From foundation years right through to Key Stage 5, our broad and balance curriculum offers students opportunities to sharpen their reading skills as well as their writing skills simultaneously by using the reading sources as a stimulus for extended writing tasks. We teach students how to communicate clearly, effectively, and imaginatively, selecting and adapting tone for different forms, purpose, and audience.
Our curriculum allows students to practice and demonstrate their speaking and listening skills by participating in class debate and presentation; responding to questions and to feedback; asking questions themselves to elicit clarification.
The aim of our text choices, right from Foundation years, is to give students opportunities to be conversant with a wide range of authors, genres, themes, and contexts across the Pre-1900 to Post-modern literary timeline. We lay the foundation in Year 7; students study a range of Shakespeare’s plays, looking at different themes and genres. This serves as a good groundwork to prepare them for studying a full play, as they move up through the years. We also create opportunity for students to be familiar with 19th century text in year 7 - students study A Christmas Carol by Charles Dickens. Our choice of Anthology of Poems from Diverse Cultures and Traditions in Year 8 and Diverse Literary Short Stories in Year 9 is to promote multiculturalism and to enable students develop their cultural capital. At the same time, it prepares them for the GCSE Anthology Power and Conflict cluster and A Level Literature Pre-1900 Poetry Anthology.

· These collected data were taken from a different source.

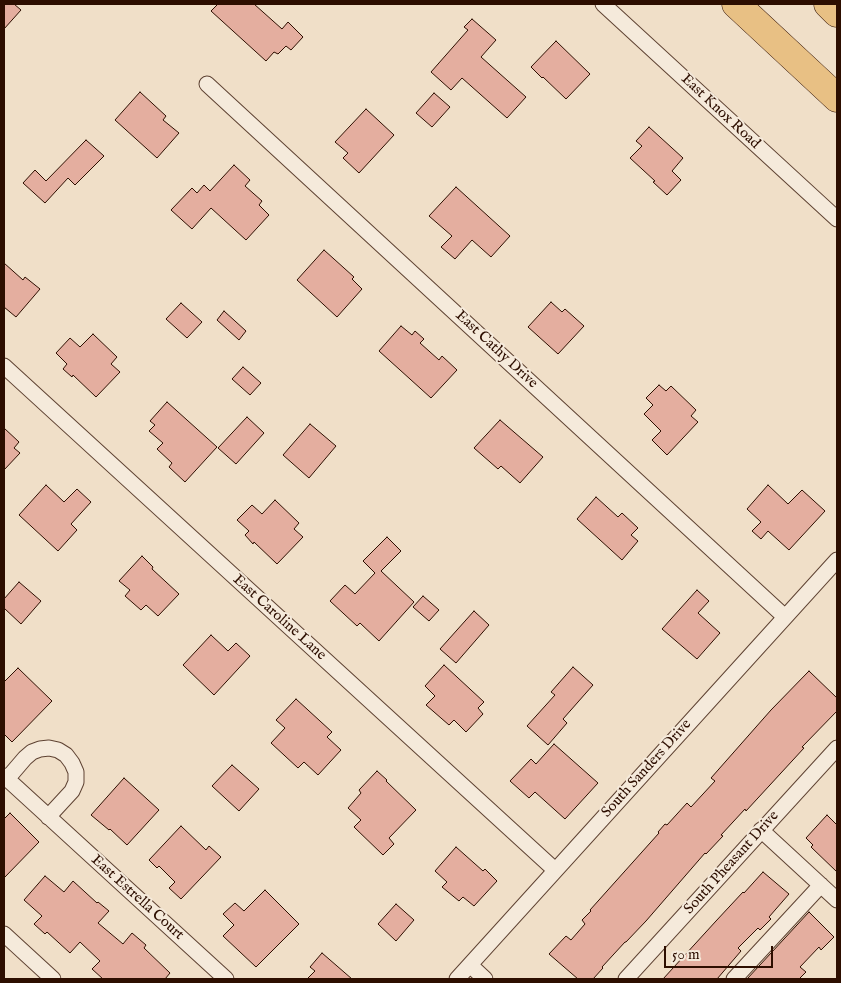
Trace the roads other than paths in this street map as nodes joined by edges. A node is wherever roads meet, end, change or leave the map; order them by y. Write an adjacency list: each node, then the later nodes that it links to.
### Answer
1 (603, 4): 7 (street, East Knox Road)
2 (736, 4): 6 (highway)
3 (828, 4): 4 (highway)
4 (837, 13)
5 (207, 84): 10 (street, East Cathy Drive)
6 (837, 98)
7 (837, 219)
8 (4, 366): 15 (street, East Caroline Lane)
9 (837, 560): 10 (street, South Sanders Drive)
10 (786, 617): 15 (street, South Sanders Drive)
11 (837, 748): 14 (street, South Pheasant Drive)
12 (5, 777): 13 (street, East Estrella Court); 13 (street, East Estrella Court)
13 (48, 817): 21 (street, East Estrella Court)
14 (761, 830): 16 (street); 24 (street, South Pheasant Drive)
15 (555, 870): 19 (street, South Sanders Drive)
16 (821, 885): 17 (street); 25 (street)
17 (837, 900)
18 (4, 934): 20 (street)
19 (470, 965): 22 (street, South Sanders Drive); 23 (street)
20 (53, 979)
21 (226, 979)
22 (457, 979)
23 (485, 979)
24 (626, 979)
25 (734, 979)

Our diverse curriculum develops students’ appreciation and understanding of global issues in terms of Spiritual, Moral, Social and Cultural development.

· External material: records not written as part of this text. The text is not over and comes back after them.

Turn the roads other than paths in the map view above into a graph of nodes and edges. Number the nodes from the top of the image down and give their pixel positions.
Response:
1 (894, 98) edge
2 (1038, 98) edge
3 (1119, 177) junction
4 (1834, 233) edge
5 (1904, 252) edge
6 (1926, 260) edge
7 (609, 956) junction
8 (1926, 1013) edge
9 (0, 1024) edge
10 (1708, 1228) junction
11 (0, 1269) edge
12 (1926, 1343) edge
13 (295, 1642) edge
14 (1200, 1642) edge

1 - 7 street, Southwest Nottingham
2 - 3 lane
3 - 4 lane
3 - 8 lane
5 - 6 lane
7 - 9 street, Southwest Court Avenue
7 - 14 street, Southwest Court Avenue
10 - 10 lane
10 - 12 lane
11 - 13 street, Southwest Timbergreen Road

Foundation years: year 7 and 8
In the foundation years, English Language and English Literature are taught as a single unit which enable students to develop their reading, writing, speaking, and listening skills as they study a novel or a drama text. Students develop critical analytical skills of authorial crafts; they learn the skills that enable them to produce convincing texts with consideration for effective tone, style and register to match audience and purpose. In our fortnightly literacy lessons, we give students opportunities to practice their extended writing of both fiction and non-fiction texts where they develop and improve the use of ambitious vocabulary in a convincing style.

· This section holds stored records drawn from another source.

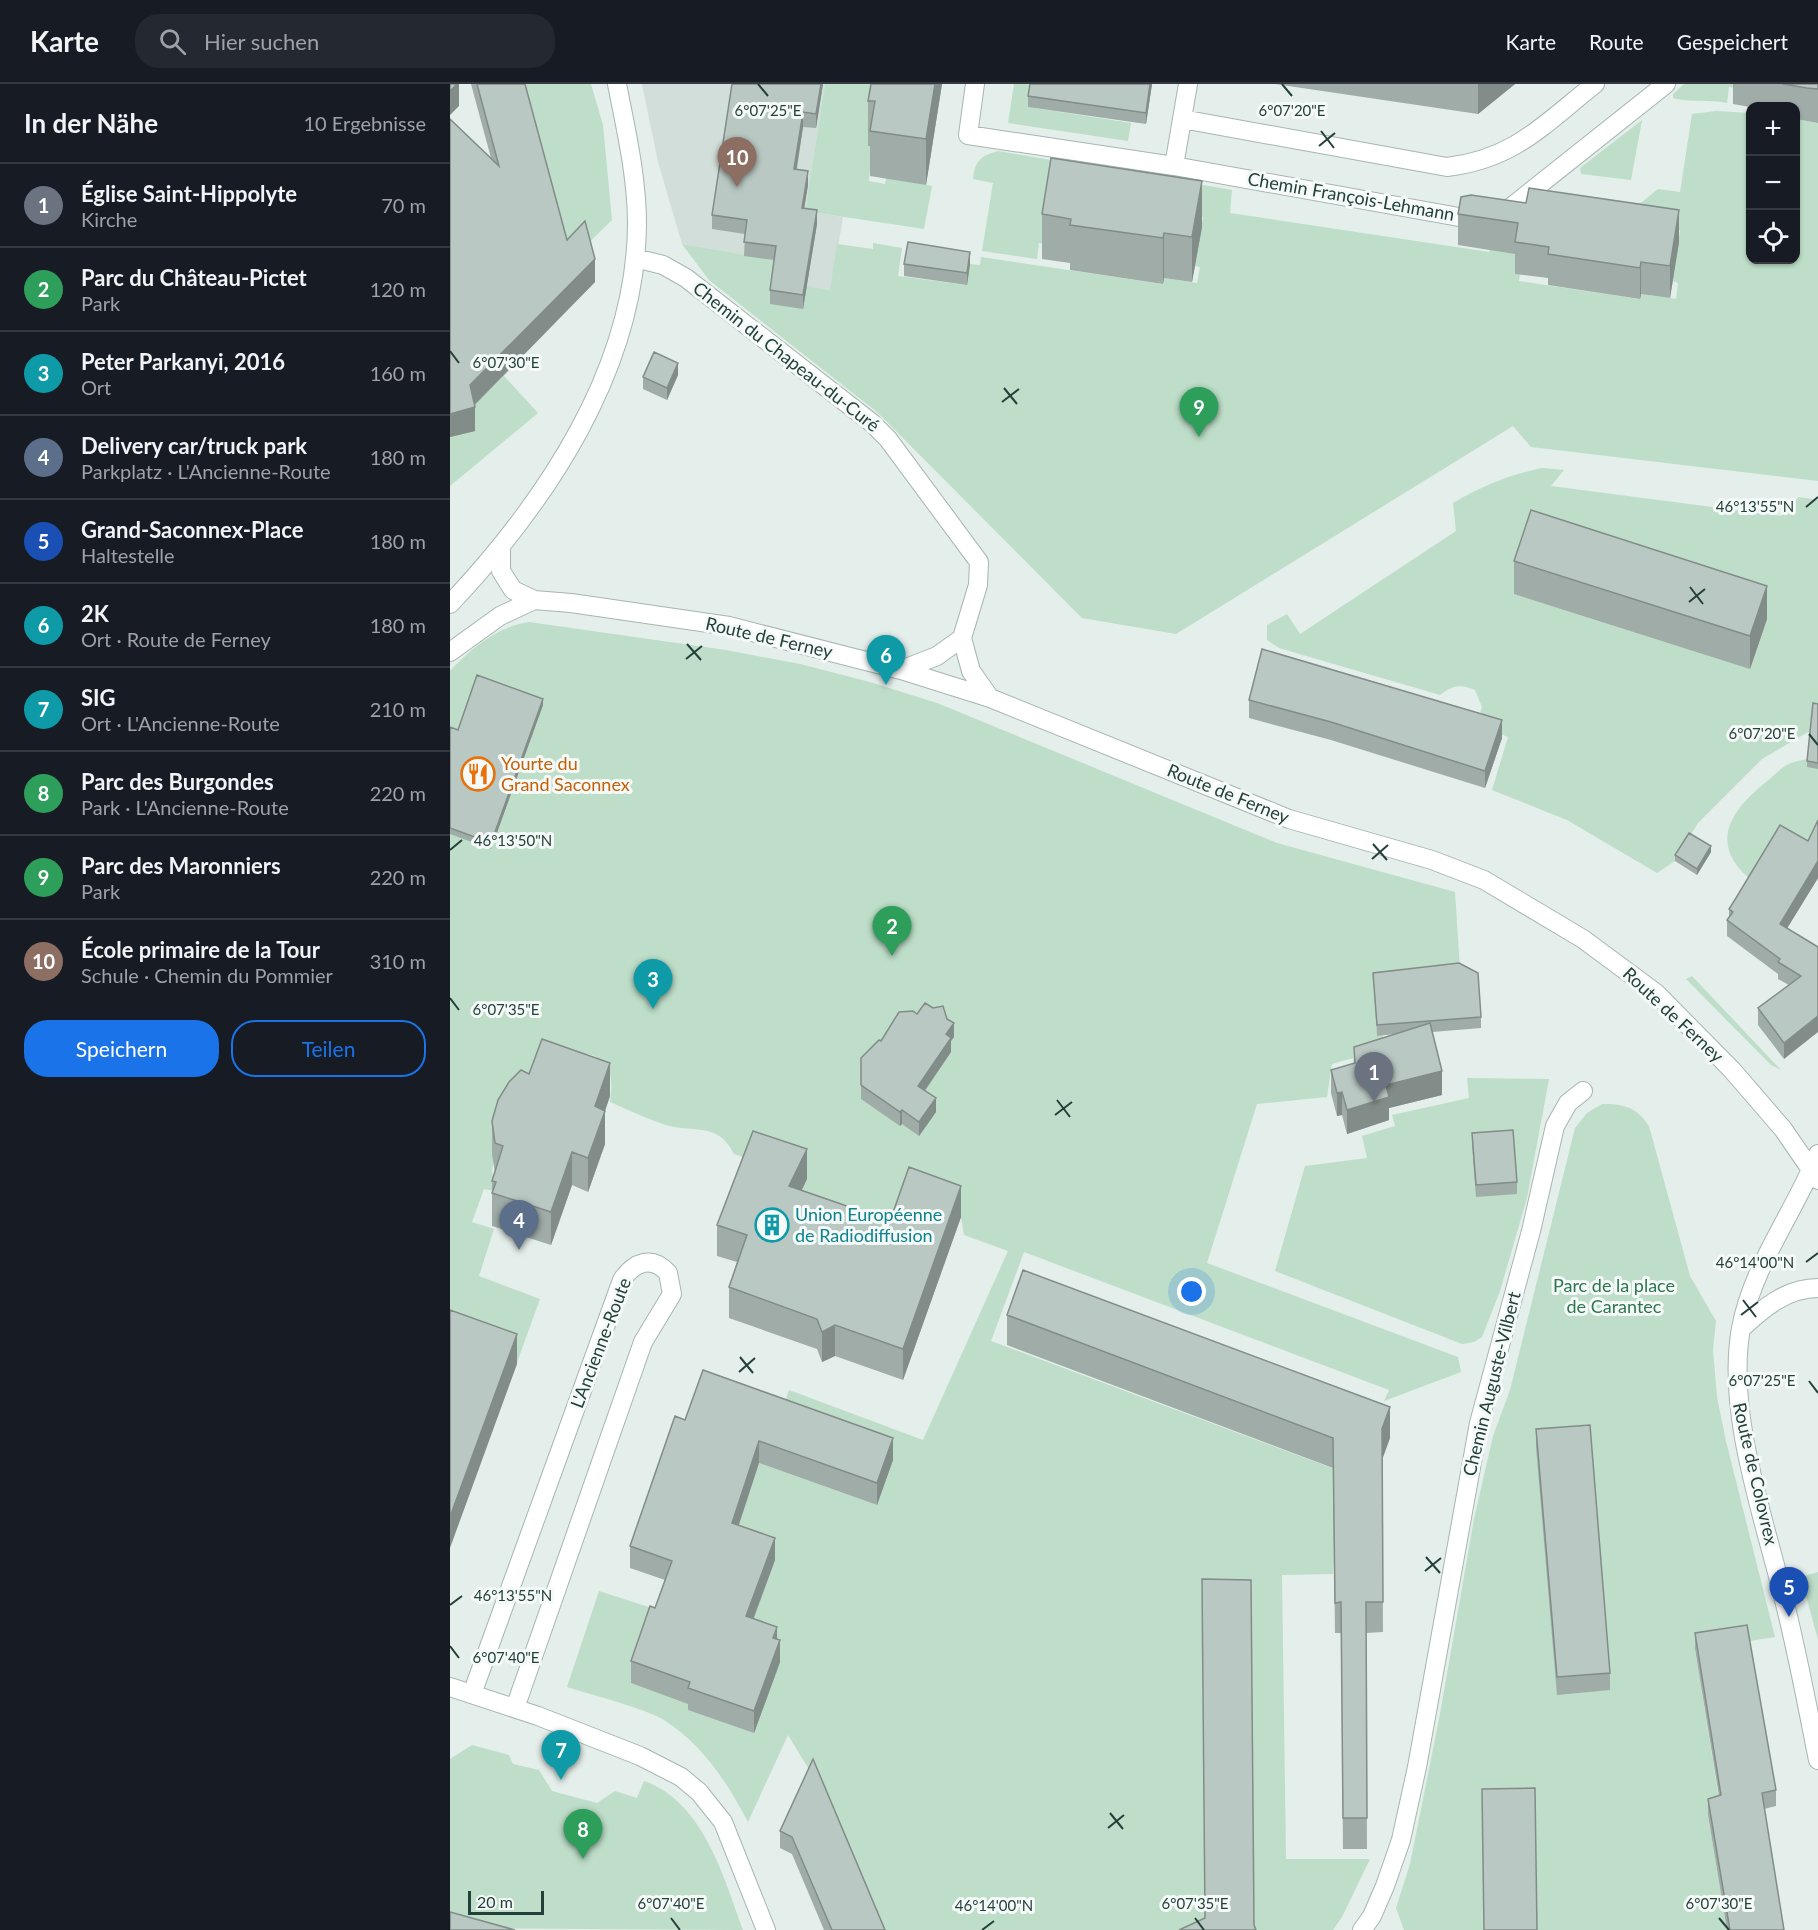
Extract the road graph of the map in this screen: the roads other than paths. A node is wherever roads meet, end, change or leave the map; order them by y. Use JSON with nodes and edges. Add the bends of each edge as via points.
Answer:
{"nodes":[{"id":1,"x":617,"y":84,"type":"edge"},
{"id":2,"x":975,"y":84,"type":"edge"},
{"id":3,"x":1188,"y":84,"type":"edge"},
{"id":4,"x":1595,"y":84,"type":"edge"},
{"id":5,"x":1666,"y":84,"type":"edge"},
{"id":6,"x":1182,"y":119,"type":"junction"},
{"id":7,"x":1174,"y":166,"type":"junction"},
{"id":8,"x":635,"y":258,"type":"junction"},
{"id":9,"x":501,"y":546,"type":"junction"},
{"id":10,"x":534,"y":600,"type":"junction"},
{"id":11,"x":450,"y":604,"type":"edge"},
{"id":12,"x":962,"y":638,"type":"junction"},
{"id":13,"x":450,"y":652,"type":"edge"},
{"id":14,"x":901,"y":669,"type":"junction"},
{"id":15,"x":990,"y":698,"type":"junction"},
{"id":16,"x":1583,"y":1091,"type":"dead end"},
{"id":17,"x":1816,"y":1168,"type":"edge"},
{"id":18,"x":1818,"y":1288,"type":"edge"},
{"id":19,"x":1742,"y":1328,"type":"junction"},
{"id":20,"x":450,"y":1687,"type":"edge"},
{"id":21,"x":472,"y":1694,"type":"junction"},
{"id":22,"x":515,"y":1708,"type":"junction"},
{"id":23,"x":1818,"y":1760,"type":"edge"},
{"id":24,"x":766,"y":1930,"type":"edge"},
{"id":25,"x":1362,"y":1930,"type":"edge"}],
"edges":[{"from":1,"to":8,"type":"street","via":[[636,195]]},
{"from":2,"to":7,"type":"street","name":"Chemin François-Lehmann","via":[[968,135]]},
{"from":3,"to":6,"type":"street"},
{"from":4,"to":6,"type":"street","via":[[1516,147],[1490,159],[1447,167]]},
{"from":5,"to":7,"type":"street","name":"Chemin François-Lehmann","via":[[1510,208],[1459,217]]},
{"from":6,"to":7,"type":"street"},
{"from":8,"to":9,"type":"street","via":[[622,325],[597,391],[560,462]]},
{"from":8,"to":12,"type":"street","name":"Chemin du Chapeau-du-Curé","via":[[663,265],[686,278],[853,407],[888,439],[979,562],[978,585]]},
{"from":9,"to":10,"type":"street","via":[[501,571],[513,590]]},
{"from":9,"to":11,"type":"street"},
{"from":10,"to":13,"type":"street","via":[[500,615]]},
{"from":10,"to":14,"type":"street","name":"Route de Ferney","via":[[729,626]]},
{"from":12,"to":14,"type":"street","via":[[937,656]]},
{"from":12,"to":15,"type":"street","via":[[971,671]]},
{"from":14,"to":15,"type":"street","name":"Route de Ferney"},
{"from":15,"to":17,"type":"street","name":"Route de Ferney","via":[[1289,819],[1432,861],[1502,889],[1583,939],[1656,993],[1732,1070]]},
{"from":16,"to":25,"type":"street","name":"Chemin Auguste-Vilbert","via":[[1568,1103],[1555,1126],[1479,1423],[1401,1840],[1385,1886]]},
{"from":17,"to":19,"type":"street","name":"Route de Colovrex","via":[[1756,1280]]},
{"from":18,"to":19,"type":"street","via":[[1783,1296]]},
{"from":19,"to":23,"type":"street","name":"Route de Colovrex","via":[[1737,1359],[1745,1441],[1789,1617]]},
{"from":20,"to":21,"type":"street"},
{"from":21,"to":22,"type":"street"},
{"from":21,"to":22,"type":"street","name":"L'Ancienne-Route","via":[[622,1280],[633,1266],[657,1264],[672,1281],[672,1294],[643,1342]]},
{"from":22,"to":24,"type":"street","via":[[662,1766],[699,1792],[723,1822]]}]}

- Fiction - Character and setting
- Novel: Charles Dickens A Christmas Carol
- Writing to persuade – Analysis of non-fiction and persuasive texts
- Drama – Journey through Shakespeare’s play (A Midsummer Night’s Dream; Richard III; Twelfth Night; The Tempest, Othello, Hamlet, and King Lear)
- Gothic(suspense/mystery) fiction
- Poetry – Anthology of poems from different cultures and traditions
- Novel: George Orwell - Animal Farm
- Drama: William Shakespeare – Much Ado About Nothing
keystone year: year 9
The intent is to expose students to a range of challenging texts from different eras, enabling them to develop the full range of skills for Language and Literature. They will move from studying whole texts, developing an understanding of concepts such as context, language, and structure, before applying these skills to a range of extracts, both fiction and non-fiction. Resilience will be developed through regular extended writing. The final term will build on students’ cultural capital, enriching their knowledge of eras, genres, and literary movements ahead of the GCSE curriculum.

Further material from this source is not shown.